# Given records
────────────────────────────────────────

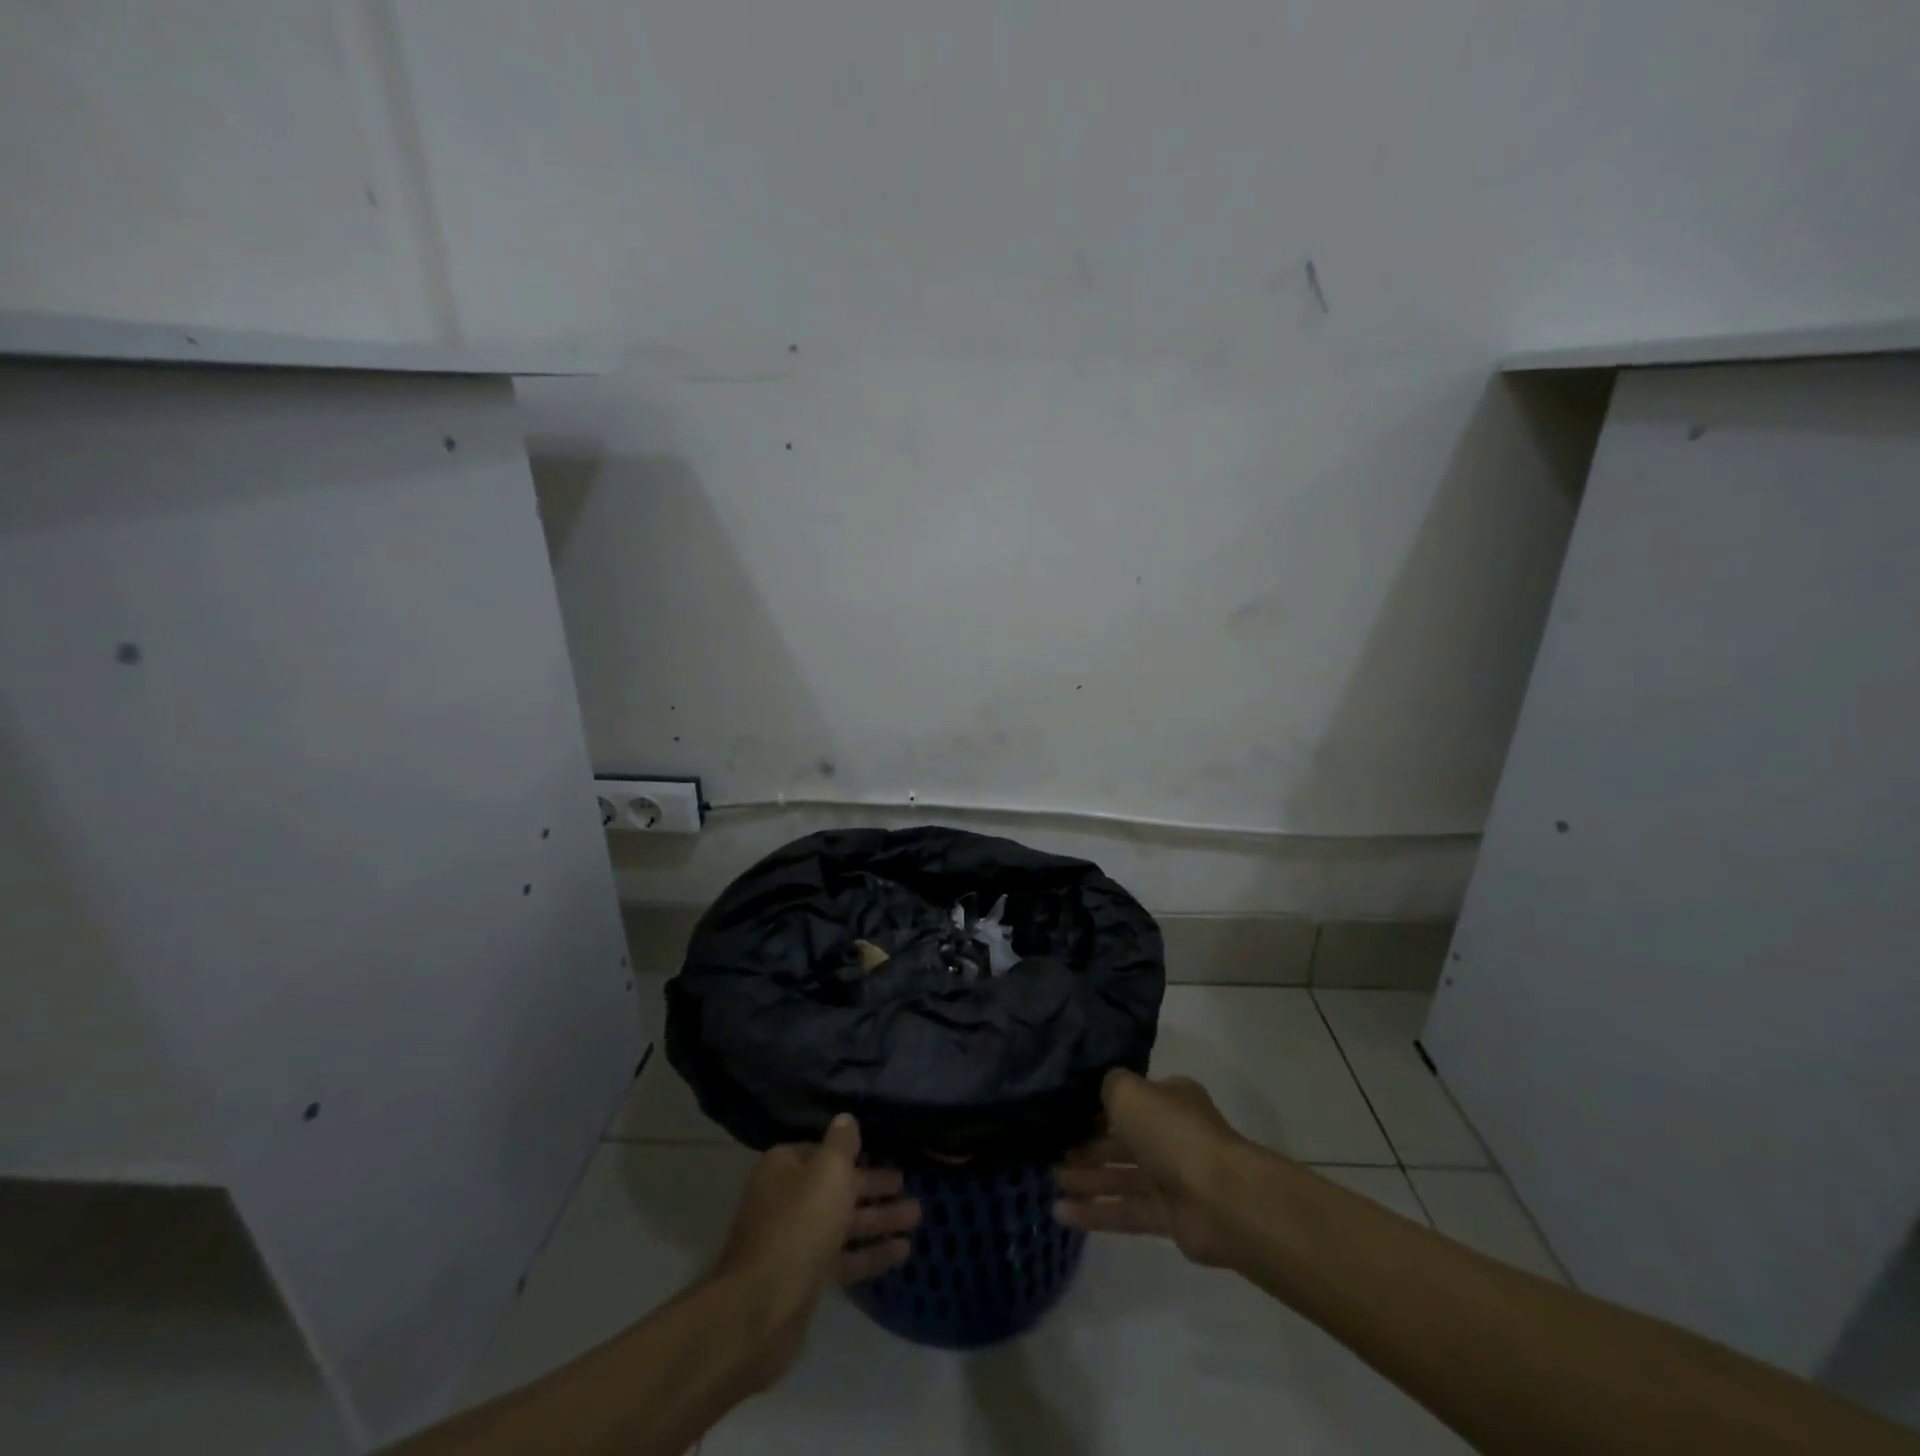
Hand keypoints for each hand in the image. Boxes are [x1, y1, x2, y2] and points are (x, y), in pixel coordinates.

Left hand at [709, 1114, 919, 1387]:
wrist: (761, 1309)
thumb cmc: (799, 1224)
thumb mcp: (828, 1171)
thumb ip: (842, 1143)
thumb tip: (846, 1119)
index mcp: (785, 1167)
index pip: (824, 1151)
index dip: (855, 1152)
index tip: (885, 1153)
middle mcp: (787, 1199)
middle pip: (837, 1187)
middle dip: (874, 1186)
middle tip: (909, 1184)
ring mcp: (795, 1241)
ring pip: (844, 1223)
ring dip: (879, 1219)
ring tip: (917, 1216)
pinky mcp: (805, 1279)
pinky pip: (843, 1258)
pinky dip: (870, 1253)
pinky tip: (903, 1252)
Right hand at [1053, 1070, 1244, 1267]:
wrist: (1220, 1198)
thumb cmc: (1172, 1132)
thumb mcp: (1130, 1092)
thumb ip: (1110, 1085)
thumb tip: (1102, 1090)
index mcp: (1170, 1100)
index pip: (1130, 1100)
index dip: (1097, 1106)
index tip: (1064, 1113)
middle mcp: (1171, 1135)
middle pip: (1123, 1139)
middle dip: (1088, 1145)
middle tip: (1051, 1150)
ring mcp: (1172, 1178)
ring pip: (1121, 1176)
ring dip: (1087, 1178)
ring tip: (1051, 1180)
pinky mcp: (1169, 1218)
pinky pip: (1125, 1211)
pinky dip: (1095, 1212)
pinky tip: (1061, 1213)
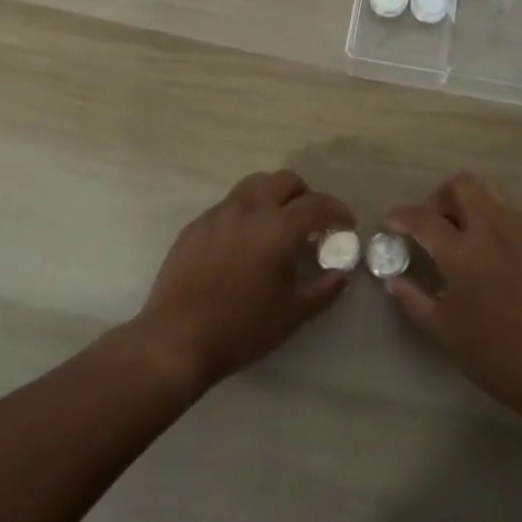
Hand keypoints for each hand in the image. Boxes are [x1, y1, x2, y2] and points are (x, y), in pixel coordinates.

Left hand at [132, 169, 354, 391]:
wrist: (175, 340)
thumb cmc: (241, 328)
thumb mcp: (292, 315)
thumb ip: (323, 290)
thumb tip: (342, 274)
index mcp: (277, 228)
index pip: (316, 203)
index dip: (337, 209)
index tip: (347, 223)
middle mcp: (249, 209)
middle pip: (285, 181)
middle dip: (305, 195)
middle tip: (312, 222)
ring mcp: (218, 213)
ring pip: (254, 185)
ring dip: (274, 196)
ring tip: (277, 225)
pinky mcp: (195, 225)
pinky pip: (229, 205)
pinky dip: (246, 213)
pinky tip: (243, 243)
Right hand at [384, 173, 521, 419]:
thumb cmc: (496, 356)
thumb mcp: (444, 333)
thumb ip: (413, 300)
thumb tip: (393, 279)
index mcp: (462, 254)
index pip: (423, 218)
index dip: (401, 216)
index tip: (390, 222)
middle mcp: (490, 229)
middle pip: (460, 185)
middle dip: (437, 198)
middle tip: (430, 224)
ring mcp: (519, 229)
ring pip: (487, 189)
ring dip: (466, 200)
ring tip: (459, 229)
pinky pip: (508, 206)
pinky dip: (490, 212)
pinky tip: (487, 243)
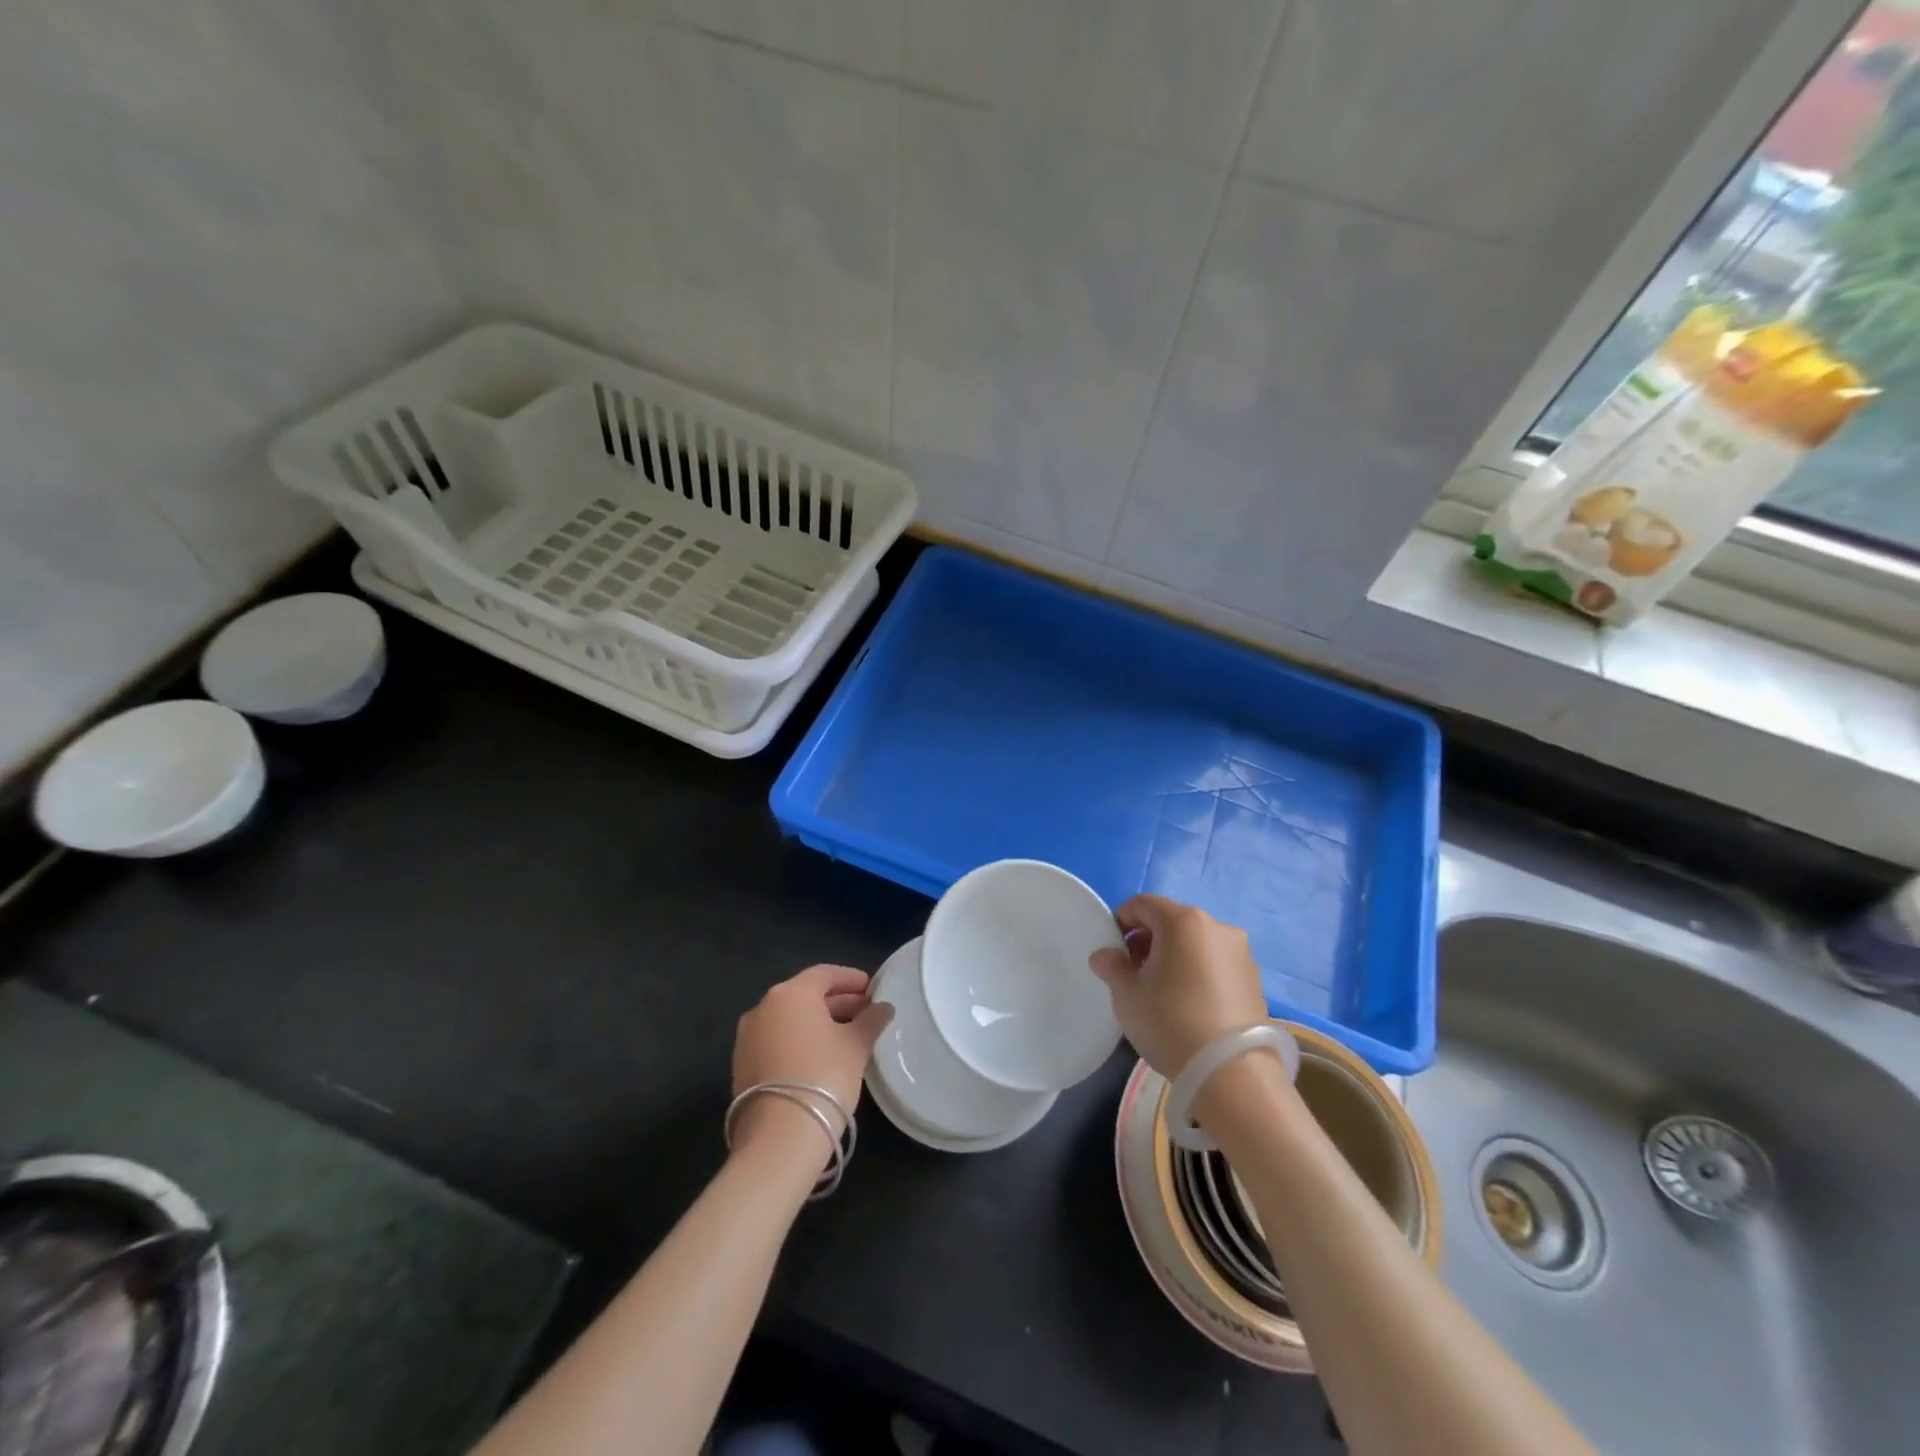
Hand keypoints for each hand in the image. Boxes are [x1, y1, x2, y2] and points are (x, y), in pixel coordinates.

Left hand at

────────────────────────────────────────

# Required work
All entries above should be returned exactly, apart from their pictures.

# Your solution
Hand keypoints for each hand in the image. Boxes are [x1, y1, x2, y2] and points are (x, y), in pixel coordinates.

Left hand at [709, 1114, 919, 1387]:
wrist: (761, 1309)
thumb cmc: (799, 1224)
thumb mcp: (828, 1171)
thumb ip: (842, 1143)
thumb tip: (846, 1119)
index mcp: (785, 1167)
index pip: (824, 1151)
index dip: (855, 1152)
index tip: (885, 1153)
middle mcp: (787, 1199)
middle pip: (837, 1187)
middle dip: (874, 1186)
middle tip: (909, 1184)
ring mcp: (795, 1241)
ring pip: (844, 1223)
ring dip: (879, 1219)
ring tip: (917, 1216)
pinky mcp: (805, 1279)
pinky pip: (843, 1258)
pinky dip: (870, 1253)
pinky tip: (903, 1252)
Right hand at [1053, 1070, 1244, 1267]:
wrist: (1220, 1198)
thumb cmc: (1172, 1132)
thumb mcp: (1130, 1092)
thumb ip: (1110, 1085)
thumb tip: (1102, 1090)
index mcp: (1170, 1100)
index pip: (1130, 1100)
index dip: (1097, 1106)
index tip: (1064, 1113)
middle mcp: (1171, 1135)
middle pip: (1123, 1139)
middle dip: (1088, 1145)
middle tip: (1051, 1150)
ring mcp: (1172, 1178)
ring pip: (1121, 1176)
ring dip: (1087, 1178)
ring tip: (1051, 1180)
pinky mcp: (1169, 1218)
pinky pip: (1125, 1211)
pinky dip: (1095, 1212)
pinky tip: (1061, 1213)
Hand keypoints for each hand in the image. Boxes are [x1, y1, x2, y2] and points are (x, y), in pixel coordinates.

Left hand at [132, 169, 354, 391]:
wrist: (175, 340)
thumb cmc: (241, 328)
thumb mcp: (292, 315)
thumb ip: (323, 290)
thumb tip: (342, 274)
index mcp: (277, 228)
index pip: (316, 203)
index dip: (337, 209)
index tip: (347, 223)
middle mcp: (249, 209)
middle pip: (285, 181)
middle dip: (305, 195)
middle tip: (312, 222)
ring mcp: (218, 213)
ring pip: (254, 185)
ring dip: (274, 196)
ring tip: (277, 225)
pinky mcp: (195, 225)
pinky pip: (229, 205)
pinky dip: (246, 213)
pinky tip: (243, 243)
Right hand at [384, 173, 521, 419]:
thumb cmc: (496, 356)
thumb mcp: (444, 333)
thumb ip: (413, 300)
thumb tip: (393, 279)
index mcp: (462, 254)
index pip: (423, 218)
index dip: (401, 216)
index tip: (390, 222)
middle mcp: (490, 229)
middle pip: (460, 185)
middle dip: (437, 198)
middle tip: (430, 224)
ring mcp: (519, 229)
ring pip: (487, 189)
ring dip: (466, 200)
ring tip: (459, 229)
pinky pip: (508, 206)
pinky dip: (490, 212)
pinky tip: (487, 243)
Hand keypoints for each hand in the image. Boxes are [x1, y1, x2, y2] and points are (x, y), in pixel coordinates.

Left hand at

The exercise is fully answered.